In order to use QIM correctly, we need to know the value range of each hyperparameter for a certain DL algorithm. We propose a way named tentatively search(TS) to decide the value ranges of the hyperparameters. As shown in Fig. 3, we iteratively decrease or increase the value of a parameter by a certain step-size while keep the values of all other parameters fixed and measure the performance. When we increase the value of the hyperparameter again and again until the gradient between the last two points achieves zero like CD shows, we choose the value of the hyperparameter corresponds to point C as the upper bound of the parameter. Another case is that DL algorithm fails to run successfully when we increase or decrease the value of the parameter further. It indicates that we already find the upper or lower bound of the hyperparameter in the previous try. In summary, we can find the bounds of the hyperparameters in either case.

3.3 QIM

We now turn to describe QIM in detail. We first describe the hyperparameters used in this study. The common hyperparameters used for all four types experiments include base_lr, momentum, weight_decay and gamma. The hyperparameter power is only used for lenet-cifar10 and lenet-mnist, and stepsize only for auto-cifar10 and auto-mnist. Since $$4 \times 1<5< 4 \times 2$$, we use the $$N=8$$ PB design as showed in Table 1 and we have two dummy parameters. To improve the confidence of QIM, we design 16-run trails instead of the 8-run one proposed by PB design. This is achieved by adding a mirroring line for each line in Table 1. For each type of experiment, we run 16 trails with different hyperparamenters settings corresponding to PB matrix. Then the importance of each hyperparameter is computed by using Eq. (1).

4 Experimental Setup

We conduct our experiments on two Intel 8-core Xeon(R) E5-2650, 2.60 GHz CPUs equipped with one Nvidia Tesla K20Xm GPU card. Caffe is used to implement the deep learning networks in our experiment. We use two versions of deep learning networks which are Lenet and Auto-encoder. The datasets used for these learning algorithms are mnist and CIFAR10 respectively. The mnist [12] has $$28\times 28$$ pixel grey-scale images of digits, each belonging to one of ten handwritten digit classes. The CIFAR10 [11] consists of 60000 $$32\times 32$$ colour images in 10 classes, with 6000 images per class.

5 Evaluation

We first report the results with supervised learning and then with unsupervised learning algorithm.

5.1 Supervised Learning

The supervised learning algorithm used in this DL study is lenet. We feed lenet with data set CIFAR10 and MNIST respectively.

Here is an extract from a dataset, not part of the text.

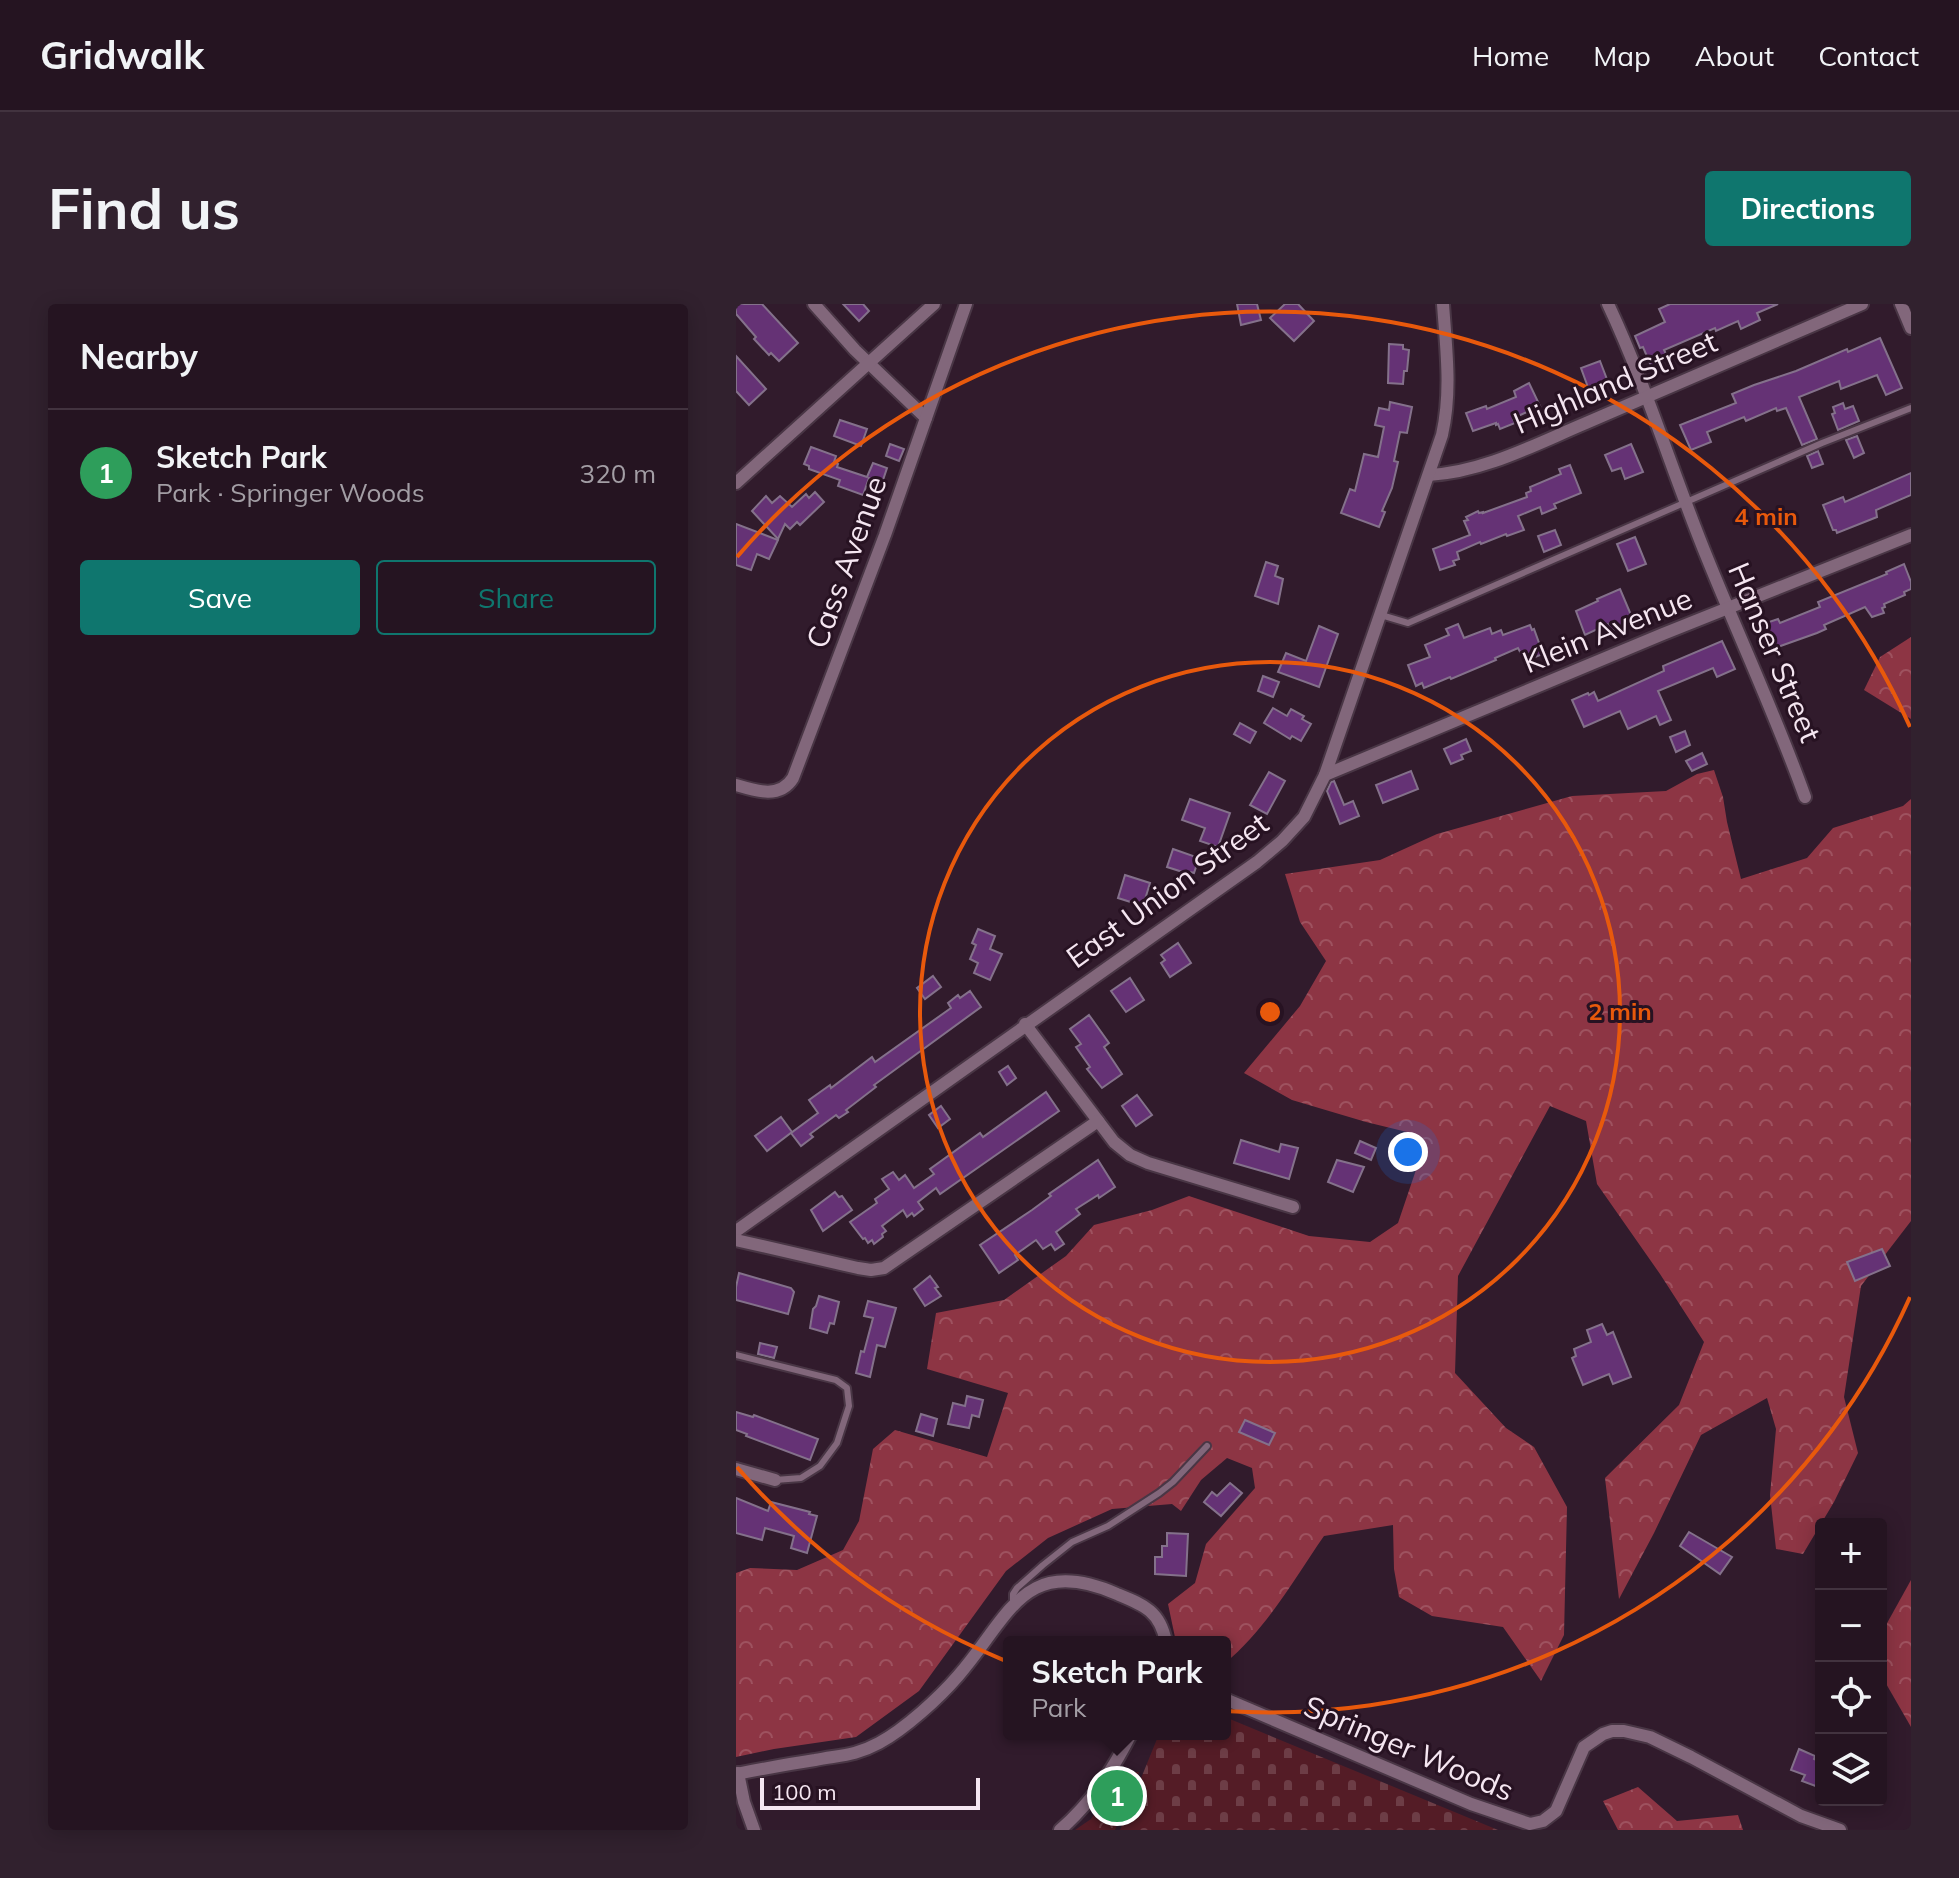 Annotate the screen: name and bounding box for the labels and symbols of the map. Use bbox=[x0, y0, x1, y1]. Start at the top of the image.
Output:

Results on CIFAR10 — Case 1. Figure 4 shows the importance obtained by QIM and ANOVA on CIFAR10. The importance rank given by QIM, from the most important to least important, is base_lr, weight_decay, power, gamma and momentum. On the other hand, ANOVA gives the similar rank except the importance of the hyperparameter power. In this experiment, QIM introduces an error of 10.52 %. This indicates that the importance rank obtained by QIM is generally correct and we can use it in practice. Moreover, we find the importance of base_lr is much higher than those of other hyperparameters, which implies that the base_lr dominates the performance of DL with lenet on CIFAR10 (Fig. 6).

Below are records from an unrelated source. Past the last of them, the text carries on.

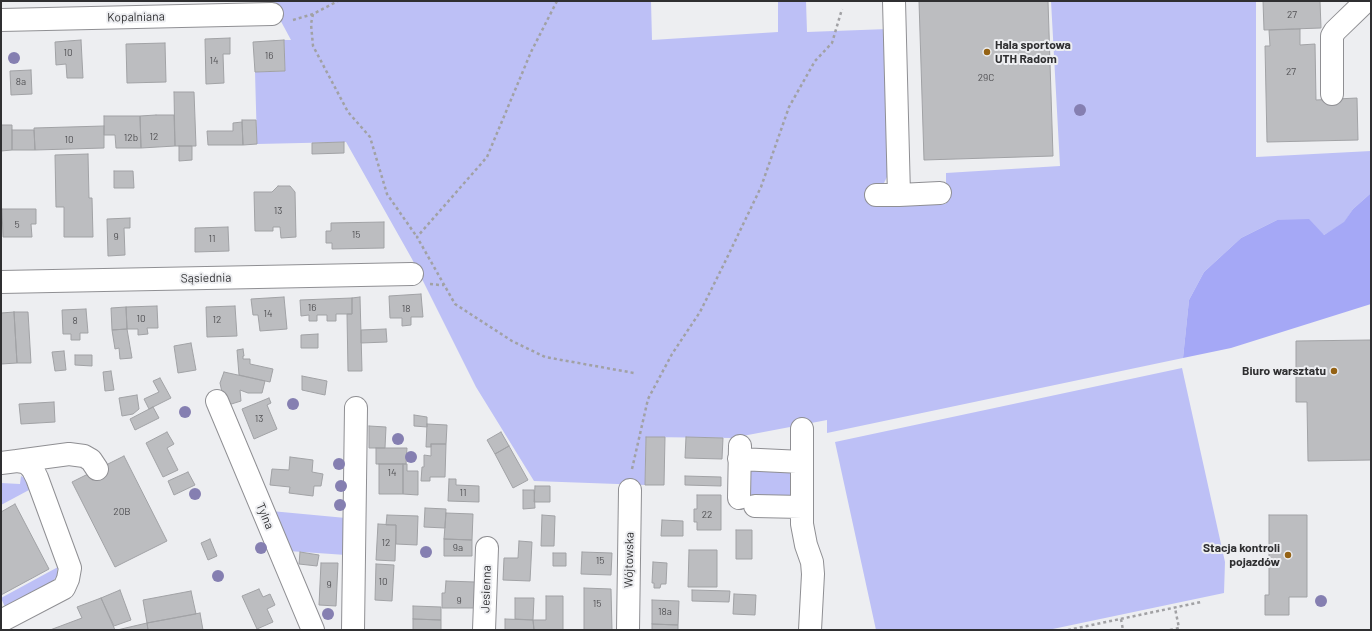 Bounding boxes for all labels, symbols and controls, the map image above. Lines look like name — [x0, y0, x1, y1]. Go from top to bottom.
street label: Kopalniana — [107, 9, 165, 25]
house number: 27 — [1287, 9, 1297, 21]
place label: Hala sportowa UTH Radom — [995, 38, 1071, 66]
house number: 10 — [63, 47, 73, 59]
marker: Hala sportowa UTH Radom — [982, 47, 992, 57]
house number: 16 — [265, 50, 273, 62]
house number: 14 — [209, 55, 219, 67]
house number: 27 — [1286, 66, 1296, 78]
house number: 29C — [978, 72, 994, 84]
house number: 8a — [16, 76, 26, 88]
house number: 12 — [150, 131, 158, 143]
house number: 12b — [124, 132, 138, 144]
house number: 10 — [64, 134, 74, 146]
house number: 13 — [274, 205, 282, 217]
house number: 5 — [14, 219, 20, 231]
house number: 15 — [352, 229, 360, 241]
house number: 9 — [113, 231, 119, 243]
house number: 11 — [208, 233, 216, 245]
street label: Sąsiednia — [181, 270, 231, 286]
house number: 16 — [308, 302, 316, 314]
house number: 18 — [402, 303, 410, 315]
house number: 14 — [263, 308, 273, 320]
house number: 10 — [136, 313, 146, 325]
house number: 12 — [213, 314, 221, 326]
house number: 8 — [72, 315, 78, 327]
place label: Biuro warsztatu — [1242, 364, 1326, 378]
marker: Biuro warsztatu — [1329, 366, 1339, 376]
house number: 13 — [255, 413, 263, 425]
house number: 14 — [387, 467, 397, 479]
house number: 11 — [459, 487, 467, 499]
street label: Tylna — [253, 501, 277, 531]
house number: 20B — [113, 506, 131, 518]
house number: 22 — [702, 509, 712, 521]
street label: Wójtowska — [621, 532, 637, 588]
house number: 12 — [382, 537, 390, 549]
place label: Stacja kontroli pojazdów — [1203, 541, 1280, 569]
house number: 9a — [453, 542, 463, 554]
marker: Stacja kontroli pojazdów — [1283, 550, 1293, 560]
house number: 15 — [596, 555, 604, 567]
street label: Jesienna — [478, 565, 494, 613]
house number: 10 — [378, 576, 388, 588]
house number: 9 — [326, 579, 332, 591]
house number: 9 — [456, 595, 462, 607]
house number: 15 — [593, 598, 601, 610]
house number: 18a — [658, 606, 672, 618] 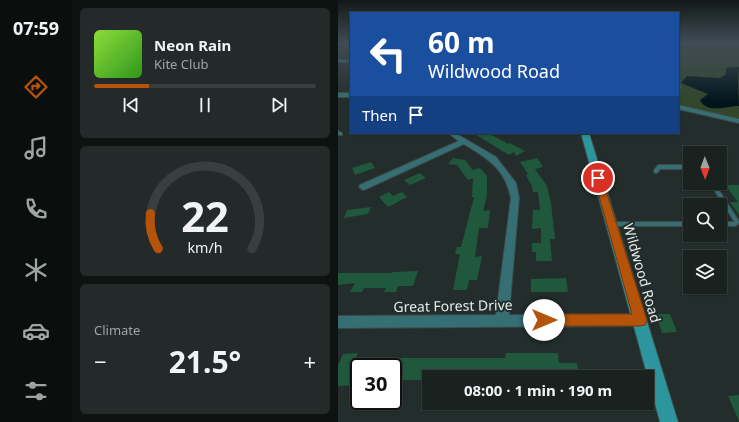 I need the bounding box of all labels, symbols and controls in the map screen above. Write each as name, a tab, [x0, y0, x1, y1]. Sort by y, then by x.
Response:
text: 07:59	[13, 16, 59, 40]
text: 60 m	[428, 23, 495, 61]
icon: left	[362, 28, 414, 80]
text: Neon Rain	[154, 35, 231, 55]
text: Kite Club	[154, 55, 208, 73]
text: Wildwood Road	[428, 59, 560, 83]
icon: directions	[22, 73, 50, 101]
icon: previous	[120, 94, 142, 116]
icon: pause	[194, 94, 216, 116]
icon: next	[268, 94, 290, 116]
icon: arrive	[405, 104, 427, 126]
text: Then	[362, 105, 397, 125]
icon: music	[22, 134, 50, 162]
north arrow	[683, 146, 727, 190]
map controls	[683, 146, 727, 294]
pin	[581, 161, 615, 195]
icon: arrive	[587, 167, 609, 189]
text: 22	[181, 188, 229, 244]
icon: phone	[22, 195, 50, 223]
button: search	[683, 198, 727, 242]
street label: Wildwood Road	[619, 221, 666, 325]
text: km/h	[187, 238, 223, 257]
button: layers	[683, 250, 727, 294]
icon: climate	[22, 256, 50, 284]
street label: Great Forest Drive	[393, 295, 513, 316]
position arrow	[523, 299, 565, 341]
icon: car	[22, 317, 50, 345]
text: Climate	[94, 321, 140, 339]
text: 21.5°	[169, 341, 241, 382]
text: −	[94, 346, 107, 376]
text: +	[303, 346, 316, 376]
speed limit sign: 30	[350, 358, 402, 410]
icon: filters	[22, 377, 50, 405]
text: 08:00 · 1 min · 190 m	[464, 380, 612, 400]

Results on MNIST — Case 2. The task is to classify the images into 10 digit classes. Figure 5 compares the results of hyperparameter importance with QIM and ANOVA. As can be seen, both methods rank the weight_decay as the most important parameter and the power as the least important one. QIM treats the base_lr less important than ANOVA does while the two approaches give the similar importance for both momentum and gamma. In this experiment, QIM introduces an error of 5.12 %, which is smaller than the error obtained in the first case. This indicates that the the importance rank of the hyperparameters obtained by QIM is more convincible than the first case.

5.2 Unsupervised Pre-training

As a unsupervised pre-training model, deep auto-encoder [17] is trained on CIFAR10 and MNIST respectively.

Results on CIFAR10 — Case 3. QIM gives the top two importance to base_lr and momentum, which are consistent with the results of ANOVA. The error rate of QIM in this experiment is 5.4 %. For the less important hyperparameters such as weight_decay, gamma, power, stepsize assessed by ANOVA, QIM also gives the similar importance rank but with different absolute importance values. Comparing to the case 1,we find that the learning algorithm used in DL significantly affects the importance of its hyperparameters as well.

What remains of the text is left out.